Aims: Diabetes patients are at a higher risk of fractures, and glucagon-like peptide-1 receptor agonists (GLP-1RAs) have been suggested to positively impact on bone metabolism. We aim to provide a comprehensive assessment of fracture events associated with GLP-1RAs based on pharmacovigilance data.

Methods: In this study, fracture-related adverse events (AEs) associated with GLP-1RAs and other commonly used glucose-lowering drugs were identified from Food and Drug Administration Adverse Event Reporting System (FAERS) database (2004-2022). The reporting odds ratio (ROR) and adjusted ROR (adj. ROR) were used to compare the reporting of fracture-related AEs associated with insulin, GLP-1RAs, and Non GLP-1RAs, in patients with diabetes through two scenarios. This involved separately comparing each glucose-lowering drug to all other medications used in diabetic patients and reiterating after excluding insulin cases.

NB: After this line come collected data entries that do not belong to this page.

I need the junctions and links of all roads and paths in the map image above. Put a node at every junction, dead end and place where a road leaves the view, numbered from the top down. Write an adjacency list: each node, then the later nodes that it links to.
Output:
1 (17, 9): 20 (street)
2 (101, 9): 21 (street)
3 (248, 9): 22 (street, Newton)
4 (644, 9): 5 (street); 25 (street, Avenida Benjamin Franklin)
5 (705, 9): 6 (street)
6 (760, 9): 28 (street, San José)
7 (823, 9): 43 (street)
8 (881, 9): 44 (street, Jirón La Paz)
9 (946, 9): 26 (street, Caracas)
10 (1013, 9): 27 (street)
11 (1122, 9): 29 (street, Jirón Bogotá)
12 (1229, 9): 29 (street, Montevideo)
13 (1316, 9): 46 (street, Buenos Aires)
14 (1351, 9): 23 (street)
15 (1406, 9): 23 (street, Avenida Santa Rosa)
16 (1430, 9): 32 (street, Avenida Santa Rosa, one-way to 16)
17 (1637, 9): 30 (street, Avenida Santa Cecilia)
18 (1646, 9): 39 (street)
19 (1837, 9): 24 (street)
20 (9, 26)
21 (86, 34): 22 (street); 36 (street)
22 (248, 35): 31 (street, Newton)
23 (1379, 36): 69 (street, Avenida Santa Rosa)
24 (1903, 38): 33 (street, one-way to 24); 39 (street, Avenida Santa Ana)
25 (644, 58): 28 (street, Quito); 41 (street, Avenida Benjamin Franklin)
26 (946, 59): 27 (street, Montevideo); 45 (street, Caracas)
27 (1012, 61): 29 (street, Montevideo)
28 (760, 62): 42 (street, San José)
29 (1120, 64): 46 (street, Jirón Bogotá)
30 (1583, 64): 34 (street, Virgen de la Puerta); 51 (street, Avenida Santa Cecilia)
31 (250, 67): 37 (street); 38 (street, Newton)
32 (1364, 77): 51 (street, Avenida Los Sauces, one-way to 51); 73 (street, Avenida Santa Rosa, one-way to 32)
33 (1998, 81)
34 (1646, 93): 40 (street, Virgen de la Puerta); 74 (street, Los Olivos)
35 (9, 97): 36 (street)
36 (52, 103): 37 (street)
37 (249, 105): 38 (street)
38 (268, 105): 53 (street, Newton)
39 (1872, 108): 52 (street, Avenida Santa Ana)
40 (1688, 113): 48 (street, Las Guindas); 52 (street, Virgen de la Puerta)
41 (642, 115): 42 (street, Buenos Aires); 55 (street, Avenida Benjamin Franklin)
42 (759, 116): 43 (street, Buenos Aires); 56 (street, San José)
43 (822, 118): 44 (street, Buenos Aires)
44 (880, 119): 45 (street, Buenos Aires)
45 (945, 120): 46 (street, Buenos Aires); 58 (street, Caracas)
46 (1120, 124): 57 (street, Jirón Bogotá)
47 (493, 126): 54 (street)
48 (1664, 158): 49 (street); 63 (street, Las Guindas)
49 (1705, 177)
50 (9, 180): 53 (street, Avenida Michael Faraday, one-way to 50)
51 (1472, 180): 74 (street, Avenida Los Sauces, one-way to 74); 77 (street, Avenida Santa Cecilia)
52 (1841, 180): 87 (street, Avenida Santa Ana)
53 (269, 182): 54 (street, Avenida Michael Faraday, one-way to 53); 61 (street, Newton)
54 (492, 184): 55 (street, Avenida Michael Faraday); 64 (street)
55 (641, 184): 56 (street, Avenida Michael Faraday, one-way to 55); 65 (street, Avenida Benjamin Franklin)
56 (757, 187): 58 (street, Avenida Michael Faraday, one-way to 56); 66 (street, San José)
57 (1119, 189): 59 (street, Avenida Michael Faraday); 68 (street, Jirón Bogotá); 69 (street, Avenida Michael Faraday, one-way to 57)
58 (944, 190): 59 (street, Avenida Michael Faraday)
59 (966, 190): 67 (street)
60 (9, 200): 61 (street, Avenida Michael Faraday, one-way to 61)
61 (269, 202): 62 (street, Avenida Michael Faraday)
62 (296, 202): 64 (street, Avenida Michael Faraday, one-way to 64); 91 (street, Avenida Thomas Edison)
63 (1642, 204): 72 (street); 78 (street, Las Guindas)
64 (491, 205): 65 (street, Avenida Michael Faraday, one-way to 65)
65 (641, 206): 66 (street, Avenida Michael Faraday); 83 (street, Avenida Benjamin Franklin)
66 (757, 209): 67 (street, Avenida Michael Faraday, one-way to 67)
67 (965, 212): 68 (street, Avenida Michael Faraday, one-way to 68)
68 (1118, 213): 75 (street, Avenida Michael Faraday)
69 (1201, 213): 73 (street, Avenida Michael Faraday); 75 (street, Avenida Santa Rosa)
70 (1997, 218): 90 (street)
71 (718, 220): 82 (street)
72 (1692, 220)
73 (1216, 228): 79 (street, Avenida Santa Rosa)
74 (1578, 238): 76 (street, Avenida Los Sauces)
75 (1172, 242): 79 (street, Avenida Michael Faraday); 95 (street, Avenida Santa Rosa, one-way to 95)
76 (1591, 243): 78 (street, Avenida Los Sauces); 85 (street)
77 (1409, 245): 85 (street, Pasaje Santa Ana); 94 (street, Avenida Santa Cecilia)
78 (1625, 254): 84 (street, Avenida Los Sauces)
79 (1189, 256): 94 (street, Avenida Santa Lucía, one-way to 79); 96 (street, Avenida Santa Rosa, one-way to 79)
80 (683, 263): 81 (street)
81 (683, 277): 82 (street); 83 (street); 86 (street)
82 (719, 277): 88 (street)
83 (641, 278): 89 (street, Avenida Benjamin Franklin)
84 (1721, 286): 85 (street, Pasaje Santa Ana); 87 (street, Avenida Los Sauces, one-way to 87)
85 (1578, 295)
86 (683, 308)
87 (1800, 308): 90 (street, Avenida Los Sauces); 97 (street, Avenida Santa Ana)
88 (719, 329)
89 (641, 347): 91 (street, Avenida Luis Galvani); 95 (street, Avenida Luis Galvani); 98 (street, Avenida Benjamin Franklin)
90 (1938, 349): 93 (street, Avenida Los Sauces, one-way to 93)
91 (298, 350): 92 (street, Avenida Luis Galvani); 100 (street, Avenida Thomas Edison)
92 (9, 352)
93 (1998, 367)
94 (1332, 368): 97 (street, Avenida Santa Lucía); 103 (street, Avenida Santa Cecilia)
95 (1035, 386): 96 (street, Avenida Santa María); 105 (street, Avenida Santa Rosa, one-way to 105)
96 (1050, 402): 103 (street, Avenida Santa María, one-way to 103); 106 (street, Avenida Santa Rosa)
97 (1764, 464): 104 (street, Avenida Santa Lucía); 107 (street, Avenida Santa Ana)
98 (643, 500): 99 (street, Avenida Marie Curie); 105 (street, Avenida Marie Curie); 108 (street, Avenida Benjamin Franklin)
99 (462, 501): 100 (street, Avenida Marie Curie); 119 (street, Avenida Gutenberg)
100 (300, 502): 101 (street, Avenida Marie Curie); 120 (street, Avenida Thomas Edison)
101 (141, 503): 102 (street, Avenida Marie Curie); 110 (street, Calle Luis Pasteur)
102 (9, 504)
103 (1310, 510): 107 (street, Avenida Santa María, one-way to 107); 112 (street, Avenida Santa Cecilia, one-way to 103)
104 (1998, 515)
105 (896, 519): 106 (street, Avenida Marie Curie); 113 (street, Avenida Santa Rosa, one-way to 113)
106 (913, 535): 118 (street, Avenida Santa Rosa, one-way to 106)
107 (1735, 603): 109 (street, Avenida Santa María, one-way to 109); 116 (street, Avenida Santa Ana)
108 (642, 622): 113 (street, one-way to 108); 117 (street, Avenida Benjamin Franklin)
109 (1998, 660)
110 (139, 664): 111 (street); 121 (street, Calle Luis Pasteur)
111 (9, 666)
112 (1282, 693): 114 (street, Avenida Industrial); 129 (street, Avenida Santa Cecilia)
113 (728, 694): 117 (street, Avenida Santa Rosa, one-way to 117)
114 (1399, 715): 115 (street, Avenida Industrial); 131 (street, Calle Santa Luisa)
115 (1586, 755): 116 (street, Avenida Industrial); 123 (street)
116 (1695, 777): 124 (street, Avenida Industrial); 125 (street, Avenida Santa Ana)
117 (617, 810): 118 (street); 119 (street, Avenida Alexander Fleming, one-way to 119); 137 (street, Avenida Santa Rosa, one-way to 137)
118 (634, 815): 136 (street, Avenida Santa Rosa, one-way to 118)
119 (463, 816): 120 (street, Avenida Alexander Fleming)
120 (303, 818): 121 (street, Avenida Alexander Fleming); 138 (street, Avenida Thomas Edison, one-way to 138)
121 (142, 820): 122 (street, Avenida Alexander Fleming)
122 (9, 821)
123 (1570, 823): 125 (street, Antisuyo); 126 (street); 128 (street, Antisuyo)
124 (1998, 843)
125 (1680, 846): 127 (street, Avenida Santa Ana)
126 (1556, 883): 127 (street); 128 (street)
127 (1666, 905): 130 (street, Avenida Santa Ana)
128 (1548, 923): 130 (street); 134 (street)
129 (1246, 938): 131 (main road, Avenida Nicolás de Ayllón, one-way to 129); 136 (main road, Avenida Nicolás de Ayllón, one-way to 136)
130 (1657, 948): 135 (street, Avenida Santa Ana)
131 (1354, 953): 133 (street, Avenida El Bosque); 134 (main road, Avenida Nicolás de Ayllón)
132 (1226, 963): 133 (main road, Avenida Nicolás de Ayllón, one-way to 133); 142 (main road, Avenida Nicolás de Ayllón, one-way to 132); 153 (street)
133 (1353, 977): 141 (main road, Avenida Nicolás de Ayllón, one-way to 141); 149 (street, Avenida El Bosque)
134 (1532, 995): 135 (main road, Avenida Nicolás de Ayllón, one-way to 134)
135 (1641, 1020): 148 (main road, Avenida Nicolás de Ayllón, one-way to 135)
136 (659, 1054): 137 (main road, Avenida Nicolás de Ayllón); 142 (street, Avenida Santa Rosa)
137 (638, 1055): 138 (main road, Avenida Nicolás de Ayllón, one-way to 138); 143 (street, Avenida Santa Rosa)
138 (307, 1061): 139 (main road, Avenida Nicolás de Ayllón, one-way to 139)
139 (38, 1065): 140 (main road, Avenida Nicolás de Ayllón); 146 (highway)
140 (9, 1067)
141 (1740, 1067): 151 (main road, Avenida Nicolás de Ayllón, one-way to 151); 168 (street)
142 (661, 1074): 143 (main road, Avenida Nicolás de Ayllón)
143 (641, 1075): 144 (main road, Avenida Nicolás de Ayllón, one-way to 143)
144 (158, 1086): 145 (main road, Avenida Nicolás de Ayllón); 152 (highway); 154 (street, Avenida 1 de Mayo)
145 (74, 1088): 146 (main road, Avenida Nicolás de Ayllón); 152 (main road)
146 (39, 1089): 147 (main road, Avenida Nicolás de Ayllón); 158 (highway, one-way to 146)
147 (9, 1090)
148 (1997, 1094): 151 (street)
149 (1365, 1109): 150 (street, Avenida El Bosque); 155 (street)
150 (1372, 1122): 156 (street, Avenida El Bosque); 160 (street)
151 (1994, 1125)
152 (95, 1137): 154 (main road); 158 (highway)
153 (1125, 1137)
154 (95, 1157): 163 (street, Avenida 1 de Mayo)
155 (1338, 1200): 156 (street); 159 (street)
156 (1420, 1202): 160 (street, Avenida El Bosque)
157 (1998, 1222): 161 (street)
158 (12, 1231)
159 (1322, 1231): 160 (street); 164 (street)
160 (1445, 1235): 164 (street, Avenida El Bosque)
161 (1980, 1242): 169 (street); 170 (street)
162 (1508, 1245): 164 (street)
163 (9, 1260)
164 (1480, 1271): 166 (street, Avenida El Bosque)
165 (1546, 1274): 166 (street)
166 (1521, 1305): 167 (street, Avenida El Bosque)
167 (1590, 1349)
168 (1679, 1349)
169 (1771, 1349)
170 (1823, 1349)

Results: A total of 490,107 AE reports for patients with diabetes were identified and 98, 625 of them were for GLP-1RAs. Among all diabetes drugs, GLP-1RAs had the lowest reporting of any fracture-related AEs [adj. ROR = 0.44 (0.40-0.47)], consistent across osteoporotic fracture [adj. ROR = 0.39 (0.34-0.45)] and hip fracture [adj. ROR = 0.34 (0.28-0.41)]. Among GLP-1RA agents, albiglutide was associated with the lowest adj. ROR [0.11 (0.05-0.21)] for any fracture-related AEs. After excluded all insulin reports, GLP-1RAs retained a significantly lower adj. ROR towards any fracture [adj. ROR = 0.45 (0.40-0.50)], osteoporotic fracture [adj. ROR = 0.44 (0.37-0.52)], and hip fracture [adj. ROR = 0.43 (0.33-0.54)].

Conclusion: In a real-world pharmacovigilance setting, GLP-1RAs were associated with lower reporting of fracture-related AEs, indicating the protective effect of GLP-1RAs against fractures.